→ **WHAT YOU HAVE TO DO**: From the data below, copy out every line in which the word "Tower" occurs.

→ **DATASET RECORDS**:
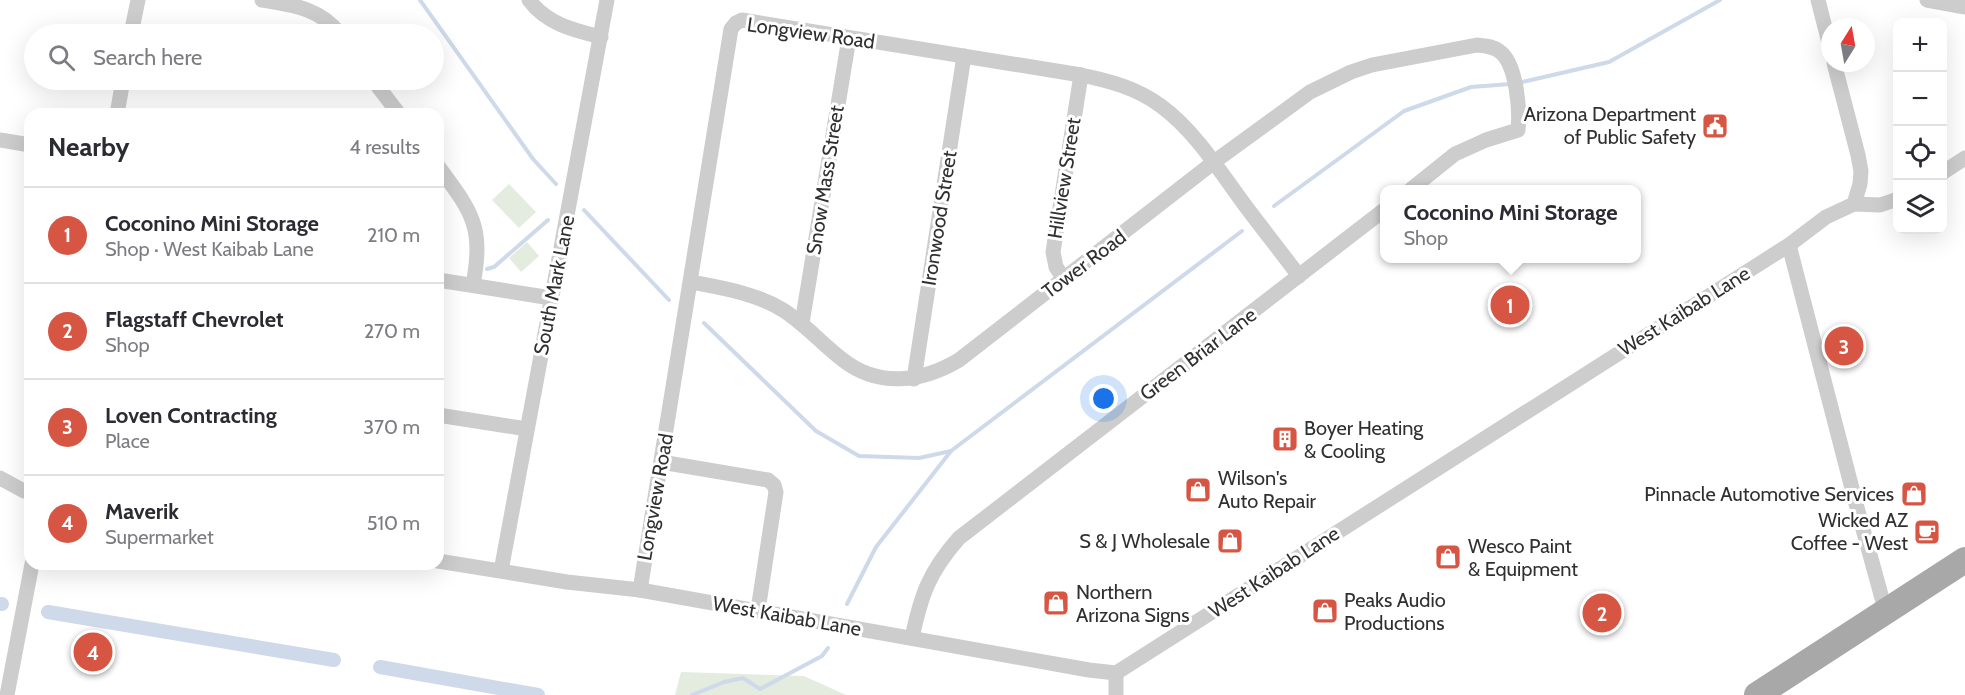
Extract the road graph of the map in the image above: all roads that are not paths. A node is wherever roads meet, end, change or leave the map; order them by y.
1 (138, 0) edge
2 (262, 0) edge
3 (529, 0) edge
4 (608, 0) edge
5 (1818, 0) edge
6 (1927, 0) edge
7 (1965, 7) edge
8 (1823, 18) edge
9 (133, 24) edge
10 (332, 24) edge
11 (601, 37) junction
12 (849, 38) junction
13 (964, 56) junction
14 (1836, 72) edge
15 (1081, 75) junction
16 (122, 90) edge
17 (381, 90) edge
18 (120, 108) edge
19 (395, 108) edge
20 (0, 140) edge
21 (24, 144) edge
22 (1965, 158) edge
23 (1214, 162) junction
24 (1947, 170) edge
25 (444, 175) edge
26 (1415, 185) edge
27 (1893, 201) edge
28 (1854, 204) junction
29 (1380, 213) edge
30 (1789, 245) junction
31 (1299, 276) junction
32 (1064, 279) junction
33 (444, 280) edge
34 (691, 282) junction
35 (473, 285) junction
36 (551, 298) junction
37 (802, 323) junction
38 (914, 379) junction
39 (444, 416) edge
40 (527, 429) junction
41 (661, 462) junction
42 (0, 478) edge
43 (24, 491) edge
44 (1965, 560) edge
45 (444, 562) edge
46 (31, 570) edge
47 (501, 571) junction
48 (640, 590) junction
49 (758, 610) junction
50 (1886, 613) junction
51 (912, 638) junction
52 (1116, 673) junction
53 (7, 695) edge
54 (1116, 695) edge
55 (1757, 695) edge

1 - 9 street
2 - 10 street
3 - 11 street
4 - 11 street, South Mark Lane
5 - 8 street
6 - 7 street
11 - 36 street, South Mark Lane
12 - 13 street, Longview Road
12 - 34 street, Longview Road
12 - 37 street, Snow Mass Street
13 - 15 street, Longview Road
13 - 38 street, Ironwood Street
14 - 28 street
15 - 23 street, Longview Road
15 - 32 street, Hillview Street
16 - 18 street
17 - 19 street
20 - 21 street
22 - 24 street
23 - 26 street, Tower Road
23 - 31 street, Longview Road
23 - 32 street, Tower Road
25 - 35 street
27 - 28 street, West Kaibab Lane
28 - 30 street, West Kaibab Lane
29 - 31 street, Green Briar Lane
30 - 50 street
30 - 52 street, West Kaibab Lane
31 - 51 street, Green Briar Lane
32 - 38 street, Tower Road
33 - 35 street
34 - 37 street, Tower Road
34 - 41 street, Longview Road
35 - 36 street
36 - 40 street, South Mark Lane
37 - 38 street, Tower Road
39 - 40 street
40 - 47 street, South Mark Lane
41 - 48 street, Longview Road
41 - 49 street
42 - 43 street
44 - 50 main road
45 - 47 street, West Kaibab Lane
46 - 53 street
47 - 48 street, West Kaibab Lane
48 - 49 street, West Kaibab Lane
49 - 51 street, West Kaibab Lane
50 - 55 main road
51 - 52 street, West Kaibab Lane
52 - 54 street

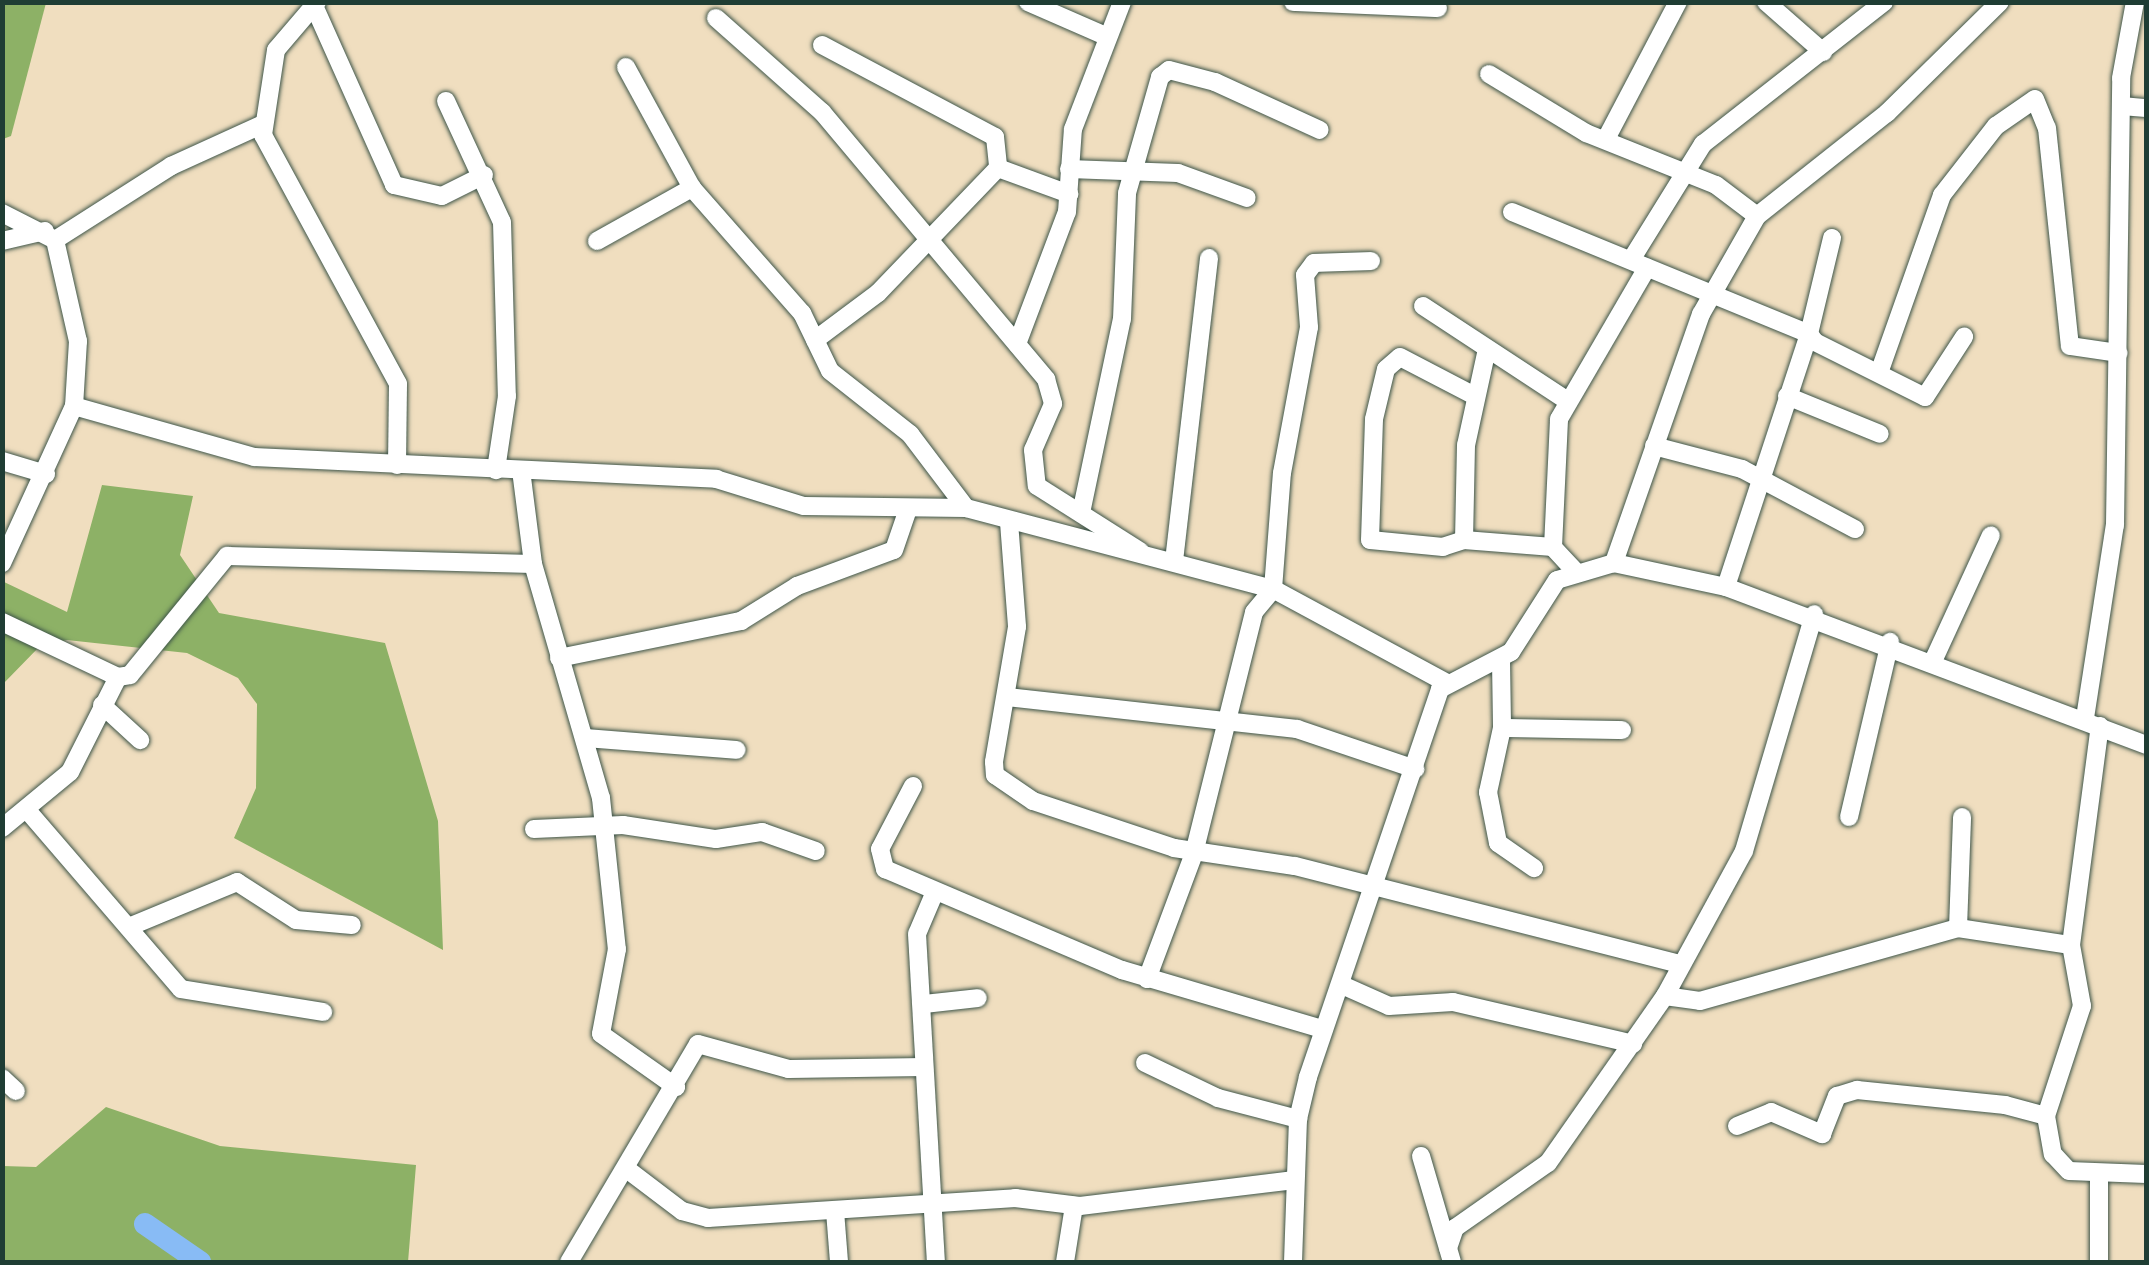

→ **ANSWER BOX**:
23 - 26 street, Tower Road
23 - 32 street, Tower Road
32 - 38 street, Tower Road
34 - 37 street, Tower Road
37 - 38 street, Tower Road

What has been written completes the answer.